What you are asked to do — Search the records for the string "Knockbracken", then copy each line that has it.

[Collected data entries]
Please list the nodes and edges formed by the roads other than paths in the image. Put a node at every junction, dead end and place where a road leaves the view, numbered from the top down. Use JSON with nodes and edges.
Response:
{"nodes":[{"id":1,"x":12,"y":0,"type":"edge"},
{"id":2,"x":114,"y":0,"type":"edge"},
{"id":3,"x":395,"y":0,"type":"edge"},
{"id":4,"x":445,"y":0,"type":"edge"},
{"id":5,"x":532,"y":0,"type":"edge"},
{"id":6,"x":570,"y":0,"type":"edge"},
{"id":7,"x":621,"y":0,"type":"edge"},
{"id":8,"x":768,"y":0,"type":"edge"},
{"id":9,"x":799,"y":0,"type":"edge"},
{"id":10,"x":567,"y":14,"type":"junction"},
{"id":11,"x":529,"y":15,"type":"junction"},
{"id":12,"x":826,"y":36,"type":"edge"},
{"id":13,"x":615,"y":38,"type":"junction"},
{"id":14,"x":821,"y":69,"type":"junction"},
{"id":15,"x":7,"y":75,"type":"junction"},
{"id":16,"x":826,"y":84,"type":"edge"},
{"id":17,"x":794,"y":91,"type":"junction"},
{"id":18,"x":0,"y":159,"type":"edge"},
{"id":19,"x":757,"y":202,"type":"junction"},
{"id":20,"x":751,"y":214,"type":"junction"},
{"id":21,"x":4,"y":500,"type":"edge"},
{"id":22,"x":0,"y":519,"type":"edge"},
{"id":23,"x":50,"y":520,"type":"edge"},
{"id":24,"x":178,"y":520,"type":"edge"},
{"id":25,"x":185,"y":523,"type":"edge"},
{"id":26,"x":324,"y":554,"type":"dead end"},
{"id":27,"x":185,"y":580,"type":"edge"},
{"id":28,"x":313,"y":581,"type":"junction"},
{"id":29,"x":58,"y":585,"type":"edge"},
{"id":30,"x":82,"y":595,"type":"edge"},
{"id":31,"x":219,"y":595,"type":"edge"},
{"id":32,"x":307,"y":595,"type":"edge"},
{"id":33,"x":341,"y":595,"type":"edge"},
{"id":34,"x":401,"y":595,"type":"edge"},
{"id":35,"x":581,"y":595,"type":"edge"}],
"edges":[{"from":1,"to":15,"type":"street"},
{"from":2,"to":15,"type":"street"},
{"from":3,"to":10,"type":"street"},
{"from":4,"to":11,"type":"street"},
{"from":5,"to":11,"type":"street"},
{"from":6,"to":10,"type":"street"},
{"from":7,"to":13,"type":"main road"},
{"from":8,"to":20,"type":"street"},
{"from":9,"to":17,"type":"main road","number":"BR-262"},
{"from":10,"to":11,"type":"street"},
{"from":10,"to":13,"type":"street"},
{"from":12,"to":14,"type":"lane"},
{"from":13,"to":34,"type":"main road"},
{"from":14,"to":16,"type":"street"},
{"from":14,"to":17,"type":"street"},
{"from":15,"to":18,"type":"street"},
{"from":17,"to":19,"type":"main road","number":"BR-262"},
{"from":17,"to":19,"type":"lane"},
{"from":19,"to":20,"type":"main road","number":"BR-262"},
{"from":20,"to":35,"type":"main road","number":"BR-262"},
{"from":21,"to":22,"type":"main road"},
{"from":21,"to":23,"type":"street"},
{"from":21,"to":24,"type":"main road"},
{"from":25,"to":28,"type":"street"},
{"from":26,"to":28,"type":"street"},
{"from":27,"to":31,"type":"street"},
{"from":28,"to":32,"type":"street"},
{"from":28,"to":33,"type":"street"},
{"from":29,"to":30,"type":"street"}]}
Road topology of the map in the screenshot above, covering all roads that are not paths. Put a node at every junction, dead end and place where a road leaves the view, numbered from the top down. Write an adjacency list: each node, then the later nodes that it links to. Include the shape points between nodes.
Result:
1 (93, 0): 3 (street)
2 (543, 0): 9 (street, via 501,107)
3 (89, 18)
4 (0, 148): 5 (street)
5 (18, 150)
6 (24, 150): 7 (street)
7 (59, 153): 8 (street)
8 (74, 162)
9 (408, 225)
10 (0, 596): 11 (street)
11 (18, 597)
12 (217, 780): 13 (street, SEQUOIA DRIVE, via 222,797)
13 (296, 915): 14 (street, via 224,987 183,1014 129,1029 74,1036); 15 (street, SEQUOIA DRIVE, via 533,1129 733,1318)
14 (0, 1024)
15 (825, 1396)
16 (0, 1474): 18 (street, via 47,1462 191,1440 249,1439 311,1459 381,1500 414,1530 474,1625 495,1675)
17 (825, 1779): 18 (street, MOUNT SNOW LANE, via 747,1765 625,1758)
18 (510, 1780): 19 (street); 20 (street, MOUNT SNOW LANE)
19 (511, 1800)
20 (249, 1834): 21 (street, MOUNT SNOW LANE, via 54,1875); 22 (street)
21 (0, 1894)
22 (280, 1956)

---

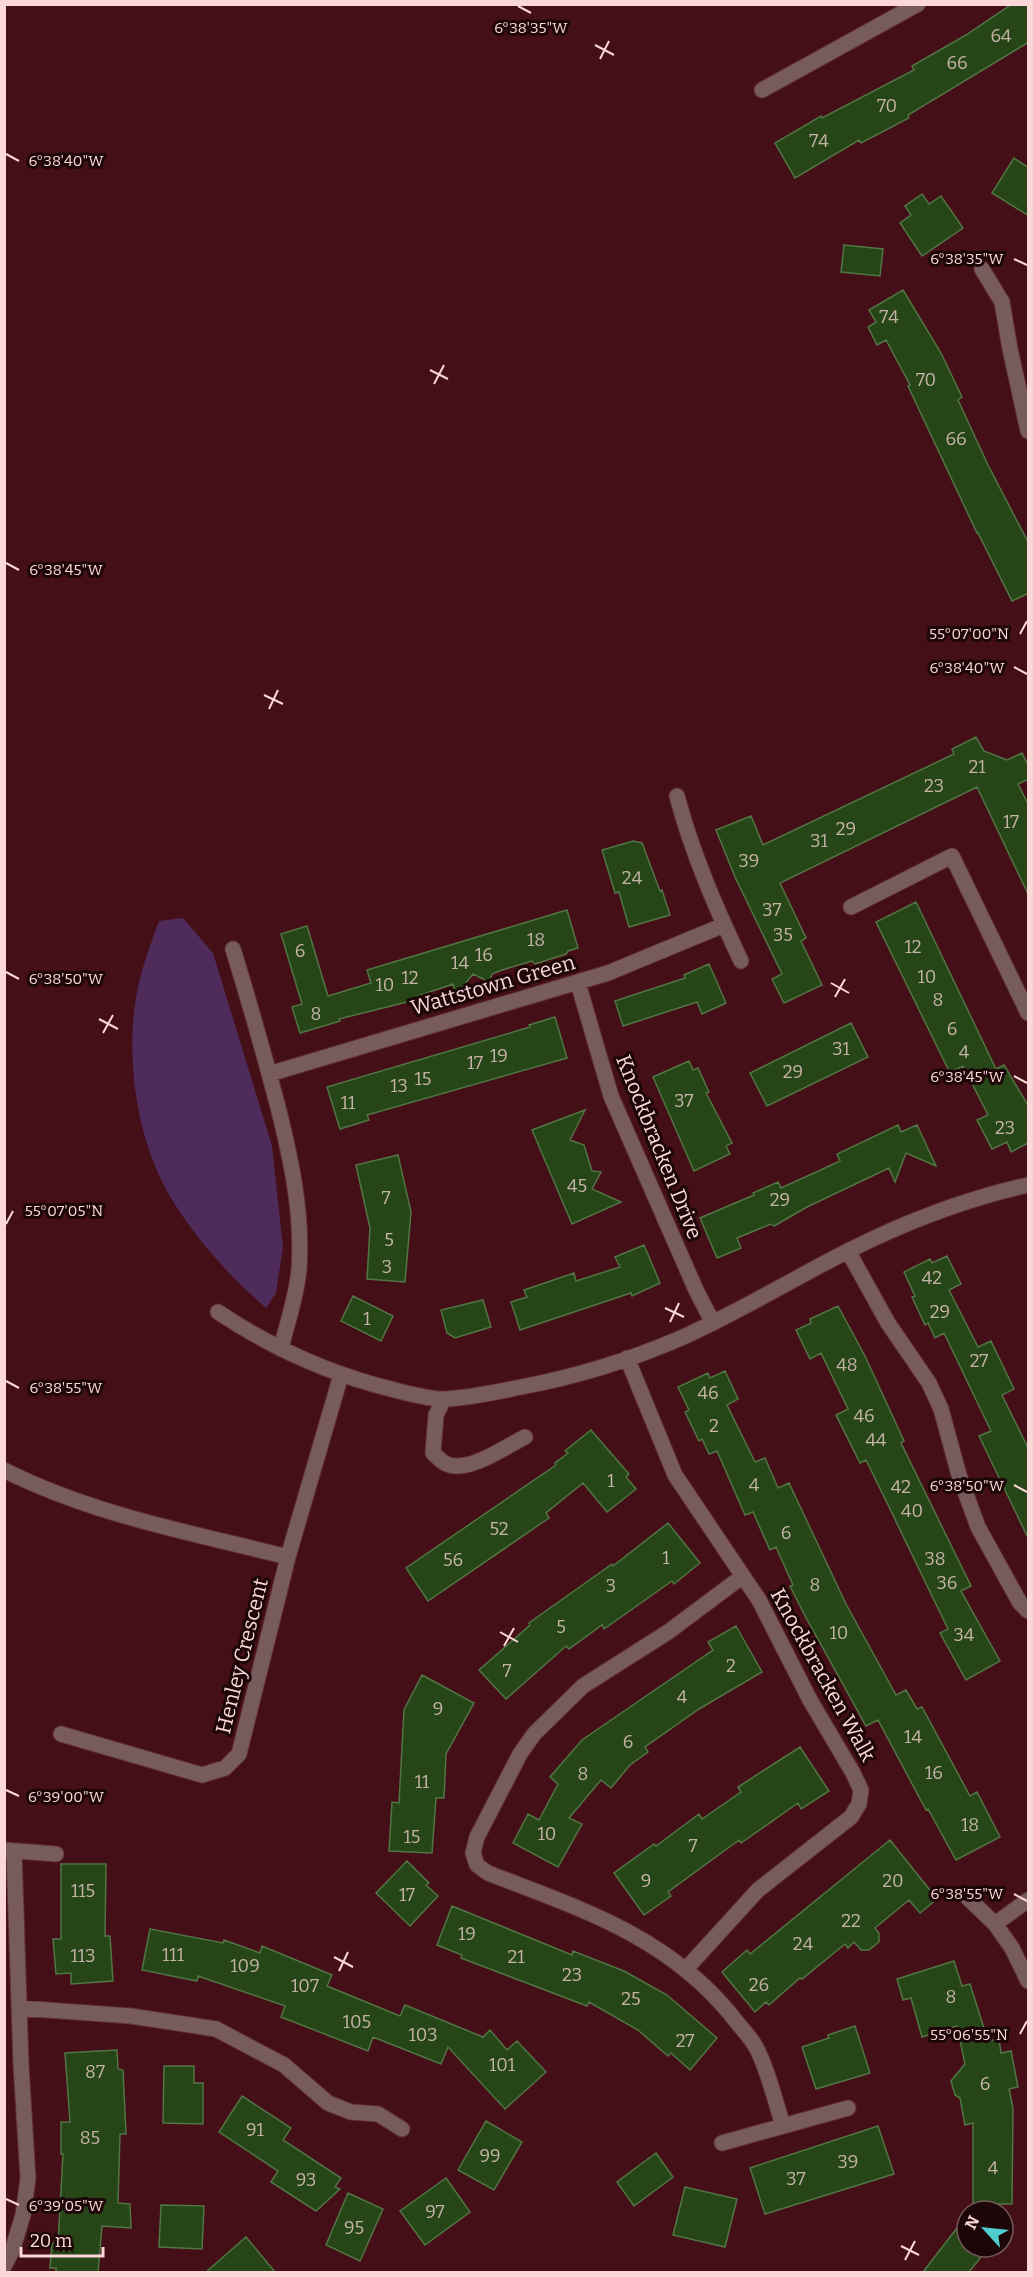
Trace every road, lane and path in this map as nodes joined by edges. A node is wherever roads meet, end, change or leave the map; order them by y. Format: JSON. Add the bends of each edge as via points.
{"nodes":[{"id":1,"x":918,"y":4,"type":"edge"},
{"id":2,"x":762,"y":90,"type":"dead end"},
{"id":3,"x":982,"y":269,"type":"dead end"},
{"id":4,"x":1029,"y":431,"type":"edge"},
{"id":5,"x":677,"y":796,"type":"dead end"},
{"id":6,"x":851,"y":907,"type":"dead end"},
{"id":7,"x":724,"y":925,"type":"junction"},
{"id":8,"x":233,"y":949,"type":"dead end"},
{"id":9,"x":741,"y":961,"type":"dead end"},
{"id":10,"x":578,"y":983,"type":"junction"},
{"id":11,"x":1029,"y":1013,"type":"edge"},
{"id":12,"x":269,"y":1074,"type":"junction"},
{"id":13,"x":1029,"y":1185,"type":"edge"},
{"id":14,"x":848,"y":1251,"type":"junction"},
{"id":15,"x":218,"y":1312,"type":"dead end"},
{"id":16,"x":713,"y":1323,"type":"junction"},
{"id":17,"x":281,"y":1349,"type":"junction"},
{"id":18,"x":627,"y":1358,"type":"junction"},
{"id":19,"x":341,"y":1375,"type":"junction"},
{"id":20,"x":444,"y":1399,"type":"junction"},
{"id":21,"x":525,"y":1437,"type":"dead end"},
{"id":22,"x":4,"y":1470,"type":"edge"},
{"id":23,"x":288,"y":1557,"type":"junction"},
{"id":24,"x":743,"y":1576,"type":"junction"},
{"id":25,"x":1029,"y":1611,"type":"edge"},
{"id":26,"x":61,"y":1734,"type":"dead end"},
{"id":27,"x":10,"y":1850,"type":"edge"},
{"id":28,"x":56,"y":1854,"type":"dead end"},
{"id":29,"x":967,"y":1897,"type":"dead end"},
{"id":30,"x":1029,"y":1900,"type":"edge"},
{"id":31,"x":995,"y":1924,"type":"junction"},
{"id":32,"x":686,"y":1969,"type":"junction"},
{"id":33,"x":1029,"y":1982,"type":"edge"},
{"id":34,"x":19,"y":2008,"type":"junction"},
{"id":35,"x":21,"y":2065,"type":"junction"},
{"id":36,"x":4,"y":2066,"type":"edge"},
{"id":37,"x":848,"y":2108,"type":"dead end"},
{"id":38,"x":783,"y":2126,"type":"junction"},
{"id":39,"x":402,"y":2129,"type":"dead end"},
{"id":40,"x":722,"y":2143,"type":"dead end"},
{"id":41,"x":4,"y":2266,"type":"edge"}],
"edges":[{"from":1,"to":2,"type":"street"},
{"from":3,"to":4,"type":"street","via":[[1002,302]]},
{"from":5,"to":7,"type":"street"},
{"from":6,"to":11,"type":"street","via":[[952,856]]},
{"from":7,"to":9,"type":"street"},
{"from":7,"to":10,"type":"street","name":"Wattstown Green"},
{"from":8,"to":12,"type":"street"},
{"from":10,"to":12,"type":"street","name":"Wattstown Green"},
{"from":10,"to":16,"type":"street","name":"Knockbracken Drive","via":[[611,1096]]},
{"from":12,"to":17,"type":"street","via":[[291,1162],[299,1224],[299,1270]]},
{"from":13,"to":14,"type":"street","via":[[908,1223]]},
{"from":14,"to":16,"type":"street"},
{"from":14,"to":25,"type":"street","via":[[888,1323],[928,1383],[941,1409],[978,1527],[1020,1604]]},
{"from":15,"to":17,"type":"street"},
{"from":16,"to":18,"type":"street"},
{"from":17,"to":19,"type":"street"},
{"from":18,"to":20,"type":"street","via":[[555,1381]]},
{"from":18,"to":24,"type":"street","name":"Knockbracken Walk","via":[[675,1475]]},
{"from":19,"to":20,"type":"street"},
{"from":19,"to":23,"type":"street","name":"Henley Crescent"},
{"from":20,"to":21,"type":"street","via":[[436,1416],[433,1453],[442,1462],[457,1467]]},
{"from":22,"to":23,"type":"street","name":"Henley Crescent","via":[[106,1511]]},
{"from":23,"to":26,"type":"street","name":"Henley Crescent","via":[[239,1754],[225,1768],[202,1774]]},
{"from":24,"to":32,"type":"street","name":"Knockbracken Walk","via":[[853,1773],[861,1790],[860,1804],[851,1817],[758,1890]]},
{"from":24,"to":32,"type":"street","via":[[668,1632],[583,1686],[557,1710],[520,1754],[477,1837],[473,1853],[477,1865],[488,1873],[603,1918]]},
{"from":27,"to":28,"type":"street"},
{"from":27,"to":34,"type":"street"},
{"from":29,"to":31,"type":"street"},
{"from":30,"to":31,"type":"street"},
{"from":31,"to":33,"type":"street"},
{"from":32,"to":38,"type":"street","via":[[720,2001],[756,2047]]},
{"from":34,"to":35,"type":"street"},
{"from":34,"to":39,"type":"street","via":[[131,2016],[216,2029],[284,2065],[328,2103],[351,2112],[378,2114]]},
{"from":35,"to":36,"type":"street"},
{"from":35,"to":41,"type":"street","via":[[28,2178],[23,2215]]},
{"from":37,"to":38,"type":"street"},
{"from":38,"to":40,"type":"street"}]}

Task response —
{"from":10,"to":16,"type":"street","name":"Knockbracken Drive","via":[[611,1096]]},
{"from":18,"to":24,"type":"street","name":"Knockbracken Walk","via":[[675,1475]]},
{"from":24,"to":32,"type":"street","name":"Knockbracken Walk","via":[[853,1773],[861,1790],[860,1804],[851,1817],[758,1890]]},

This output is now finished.